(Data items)
---+---

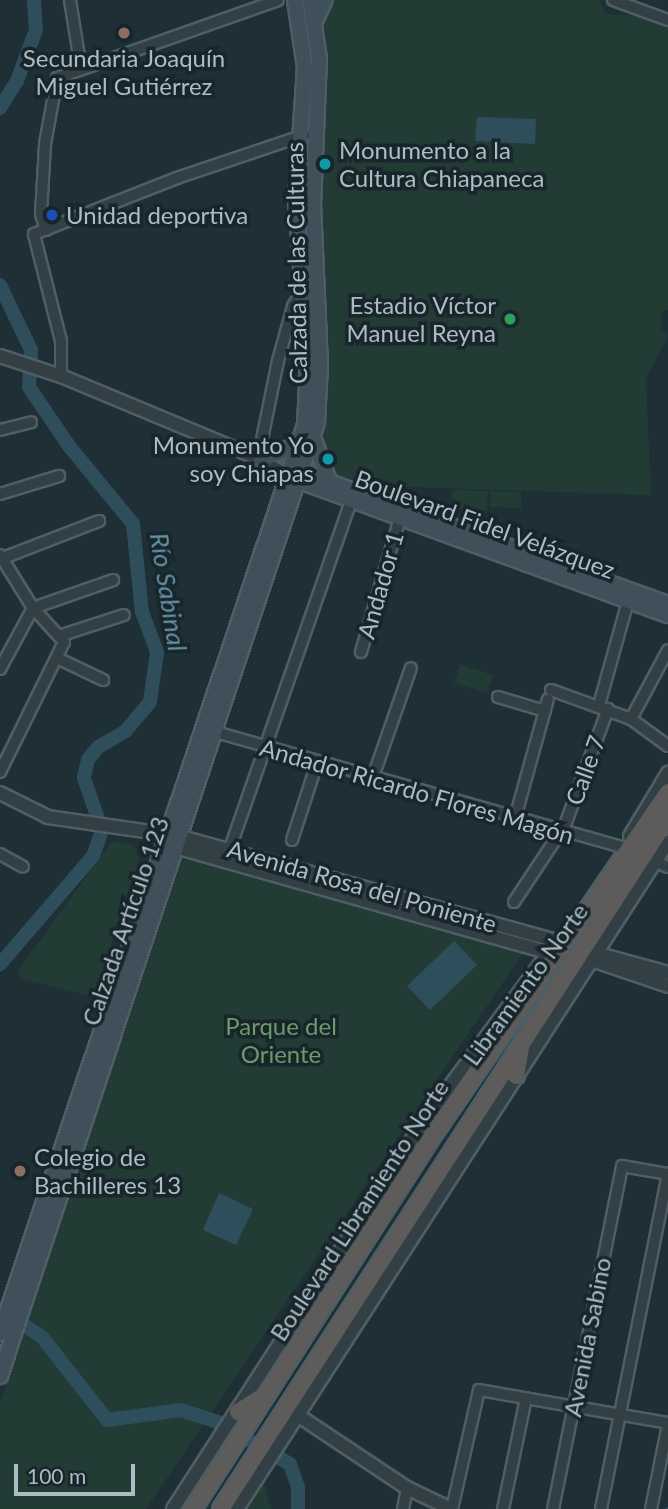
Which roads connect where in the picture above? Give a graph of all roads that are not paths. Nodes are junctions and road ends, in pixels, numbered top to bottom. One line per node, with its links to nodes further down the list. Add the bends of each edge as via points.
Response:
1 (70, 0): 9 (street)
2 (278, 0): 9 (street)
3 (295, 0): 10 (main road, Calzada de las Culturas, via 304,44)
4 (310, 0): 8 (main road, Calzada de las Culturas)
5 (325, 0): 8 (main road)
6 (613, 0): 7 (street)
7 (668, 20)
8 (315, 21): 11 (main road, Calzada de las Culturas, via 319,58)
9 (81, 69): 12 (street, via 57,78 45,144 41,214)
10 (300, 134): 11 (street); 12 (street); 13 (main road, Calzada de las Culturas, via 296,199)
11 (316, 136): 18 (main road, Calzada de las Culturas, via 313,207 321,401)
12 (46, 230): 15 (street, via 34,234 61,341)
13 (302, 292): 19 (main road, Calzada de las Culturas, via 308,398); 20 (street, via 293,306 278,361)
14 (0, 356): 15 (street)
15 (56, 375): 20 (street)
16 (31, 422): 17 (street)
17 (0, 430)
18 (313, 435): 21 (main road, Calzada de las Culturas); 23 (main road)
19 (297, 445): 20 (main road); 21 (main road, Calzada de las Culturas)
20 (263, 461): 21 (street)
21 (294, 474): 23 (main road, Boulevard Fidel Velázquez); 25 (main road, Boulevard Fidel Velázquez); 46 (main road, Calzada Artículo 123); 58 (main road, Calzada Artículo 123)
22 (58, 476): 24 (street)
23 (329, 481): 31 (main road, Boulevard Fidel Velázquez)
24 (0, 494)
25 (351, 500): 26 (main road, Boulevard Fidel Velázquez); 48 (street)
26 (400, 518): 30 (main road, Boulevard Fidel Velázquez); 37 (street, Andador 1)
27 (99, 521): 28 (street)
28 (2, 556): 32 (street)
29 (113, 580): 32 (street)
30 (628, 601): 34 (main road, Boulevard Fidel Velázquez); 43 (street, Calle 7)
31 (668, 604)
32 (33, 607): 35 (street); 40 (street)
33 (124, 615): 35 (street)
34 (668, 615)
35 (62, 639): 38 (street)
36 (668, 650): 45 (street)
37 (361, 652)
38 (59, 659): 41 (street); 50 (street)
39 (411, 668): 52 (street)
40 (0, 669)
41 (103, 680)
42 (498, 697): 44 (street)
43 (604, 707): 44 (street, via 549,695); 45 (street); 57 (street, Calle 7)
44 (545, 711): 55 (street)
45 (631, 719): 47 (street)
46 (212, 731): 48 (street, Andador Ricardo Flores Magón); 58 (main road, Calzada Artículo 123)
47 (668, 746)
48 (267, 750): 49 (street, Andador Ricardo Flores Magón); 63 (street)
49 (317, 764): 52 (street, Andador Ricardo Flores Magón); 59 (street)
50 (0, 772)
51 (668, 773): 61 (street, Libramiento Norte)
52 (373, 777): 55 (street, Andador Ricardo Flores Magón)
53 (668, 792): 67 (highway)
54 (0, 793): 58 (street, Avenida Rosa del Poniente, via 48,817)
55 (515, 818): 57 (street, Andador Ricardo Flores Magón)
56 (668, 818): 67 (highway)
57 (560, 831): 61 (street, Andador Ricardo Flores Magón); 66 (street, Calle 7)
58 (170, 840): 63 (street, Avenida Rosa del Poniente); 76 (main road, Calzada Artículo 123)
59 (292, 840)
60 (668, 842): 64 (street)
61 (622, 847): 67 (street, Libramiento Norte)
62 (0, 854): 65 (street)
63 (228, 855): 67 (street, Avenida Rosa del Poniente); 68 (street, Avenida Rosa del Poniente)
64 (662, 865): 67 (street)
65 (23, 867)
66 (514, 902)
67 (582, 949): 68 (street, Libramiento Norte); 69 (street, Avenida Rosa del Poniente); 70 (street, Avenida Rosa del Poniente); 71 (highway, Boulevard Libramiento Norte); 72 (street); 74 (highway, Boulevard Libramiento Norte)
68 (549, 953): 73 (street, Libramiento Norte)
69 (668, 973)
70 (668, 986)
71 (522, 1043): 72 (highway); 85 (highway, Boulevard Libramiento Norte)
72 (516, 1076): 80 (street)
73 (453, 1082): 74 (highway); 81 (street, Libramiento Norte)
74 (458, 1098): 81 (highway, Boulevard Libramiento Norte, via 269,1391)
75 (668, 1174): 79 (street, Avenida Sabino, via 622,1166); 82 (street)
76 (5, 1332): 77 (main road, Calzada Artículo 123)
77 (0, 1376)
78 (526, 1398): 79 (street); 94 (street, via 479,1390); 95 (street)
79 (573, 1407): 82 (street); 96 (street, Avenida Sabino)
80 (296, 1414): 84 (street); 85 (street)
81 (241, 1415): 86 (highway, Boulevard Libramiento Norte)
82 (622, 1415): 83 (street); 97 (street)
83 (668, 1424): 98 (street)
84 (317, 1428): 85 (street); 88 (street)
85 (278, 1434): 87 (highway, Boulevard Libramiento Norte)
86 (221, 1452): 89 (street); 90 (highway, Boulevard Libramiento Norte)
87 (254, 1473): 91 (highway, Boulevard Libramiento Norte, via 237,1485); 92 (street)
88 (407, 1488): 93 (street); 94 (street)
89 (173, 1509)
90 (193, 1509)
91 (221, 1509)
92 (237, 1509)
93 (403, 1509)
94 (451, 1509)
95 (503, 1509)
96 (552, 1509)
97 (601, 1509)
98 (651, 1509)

---+---

#### TASK GOAL:
In the copy, no picture may appear; the records themselves must be output exactly.

#### TASK RESULT:
Which roads connect where in the picture above? Give a graph of all roads that are not paths. Nodes are junctions and road ends, in pixels, numbered top to bottom. One line per node, with its links to nodes further down the list. Add the bends of each edge as via points.
Response:
1 (70, 0): 9 (street)
2 (278, 0): 9 (street)
3 (295, 0): 10 (main road, Calzada de las Culturas, via 304,44)
4 (310, 0): 8 (main road, Calzada de las Culturas)
5 (325, 0): 8 (main road)
6 (613, 0): 7 (street)
7 (668, 20)
8 (315, 21): 11 (main road, Calzada de las Culturas, via 319,58)
9 (81, 69): 12 (street, via 57,78 45,144 41,214)
10 (300, 134): 11 (street); 12 (street); 13 (main road, Calzada de las Culturas, via 296,199)
11 (316, 136): 18 (main road, Calzada de las Culturas, via 313,207 321,401)
12 (46, 230): 15 (street, via 34,234 61,341)
13 (302, 292): 19 (main road, Calzada de las Culturas, via 308,398); 20 (street, via 293,306 278,361)
14 (0, 356): 15 (street)
15 (56, 375): 20 (street)
16 (31, 422): 17 (street)
17 (0, 430)
18 (313, 435): 21 (main road, Calzada de las Culturas); 23 (main road)
19 (297, 445): 20 (main road); 21 (main road, Calzada de las Culturas)
20 (263, 461): 21 (street)
21 (294, 474): 23 (main road, Boulevard Fidel Velázquez); 25 (main road, Boulevard Fidel Velázquez); 46 (main road, Calzada Artículo 123); 58 (main road, Calzada Artículo 123)
22 (58, 476): 24 (street)
23 (329, 481): 31 (main road, Boulevard Fidel Velázquez)
24 (0, 494)
25 (351, 500): 26 (main road, Boulevard Fidel Velázquez); 48 (street)
26 (400, 518): 30 (main road, Boulevard Fidel Velázquez); 37 (street, Andador 1)
27 (99, 521): 28 (street)
28 (2, 556): 32 (street)
29 (113, 580): 32 (street)
30 (628, 601): 34 (main road, Boulevard Fidel Velázquez); 43 (street, Calle 7)
31 (668, 604)
32 (33, 607): 35 (street); 40 (street)
33 (124, 615): 35 (street)
34 (668, 615)
35 (62, 639): 38 (street)
36 (668, 650): 45 (street)
37 (361, 652)
38 (59, 659): 41 (street); 50 (street)
39 (411, 668): 52 (street)
40 (0, 669)
41 (103, 680)
42 (498, 697): 44 (street)
43 (604, 707): 44 (street, via 549,695); 45 (street); 57 (street, Calle 7)
44 (545, 711): 55 (street)
45 (631, 719): 47 (street)
46 (212, 731): 48 (street, Andador Ricardo Flores Magón); 58 (main road, Calzada Artículo 123)
47 (668, 746)
48 (267, 750): 49 (street, Andador Ricardo Flores Magón); 63 (street)
49 (317, 764): 52 (street, Andador Ricardo Flores Magón); 59 (street)
50 (0, 772)
51 (668, 773): 61 (street, Libramiento Norte)
52 (373, 777): 55 (street, Andador Ricardo Flores Magón)
53 (668, 792): 67 (highway)
54 (0, 793): 58 (street, Avenida Rosa del Poniente, via 48,817)
55 (515, 818): 57 (street, Andador Ricardo Flores Magón)
56 (668, 818): 67 (highway)
57 (560, 831): 61 (street, Andador Ricardo Flores Magón); 66 (street, Calle 7)
58 (170, 840): 63 (street, Avenida Rosa del Poniente); 76 (main road, Calzada Artículo 123)
59 (292, 840)
60 (668, 842): 64 (street)
61 (622, 847): 67 (street, Libramiento Norte)
62 (0, 854): 65 (street)
63 (228, 855): 67 (street, Avenida Rosa del Poniente); 68 (street, Avenida Rosa del Poniente)
64 (662, 865): 67 (street)
65 (23, 867)
66 (514, 902)
67 (582, 949): 68 (street, Libramiento Norte); 69 (street, Avenida Rosa del Poniente); 70 (street, Avenida Rosa del Poniente); 71 (highway, Boulevard Libramiento Norte); 72 (street); 74 (highway, Boulevard Libramiento Norte)
68 (549, 953): 73 (street, Libramiento Norte)
69 (668, 973)
70 (668, 986)
71 (522, 1043): 72 (highway); 85 (highway, Boulevard Libramiento Norte)
72 (516, 1076): 80 (street)
73 (453, 1082): 74 (highway); 81 (street, Libramiento Norte)
74 (458, 1098): 81 (highway, Boulevard Libramiento Norte, via 269,1391)
75 (668, 1174): 79 (street, Avenida Sabino, via 622,1166); 82 (street)
76 (5, 1332): 77 (main road, Calzada Artículo 123)
77 (0, 1376)
78 (526, 1398): 79 (street); 94 (street, via 479,1390); 95 (street)
79 (573, 1407): 82 (street); 96 (street, Avenida Sabino)
80 (296, 1414): 84 (street); 85 (street)
81 (241, 1415): 86 (highway, Boulevard Libramiento Norte)
82 (622, 1415): 83 (street); 97 (street)
83 (668, 1424): 98 (street)
84 (317, 1428): 85 (street); 88 (street)
85 (278, 1434): 87 (highway, Boulevard Libramiento Norte)
86 (221, 1452): 89 (street); 90 (highway, Boulevard Libramiento Norte)
87 (254, 1473): 91 (highway, Boulevard Libramiento Norte, via 237,1485); 92 (street)
88 (407, 1488): 93 (street); 94 (street)
89 (173, 1509)
90 (193, 1509)
91 (221, 1509)
92 (237, 1509)
93 (403, 1509)
94 (451, 1509)
95 (503, 1509)
96 (552, 1509)
97 (601, 1509)
98 (651, 1509)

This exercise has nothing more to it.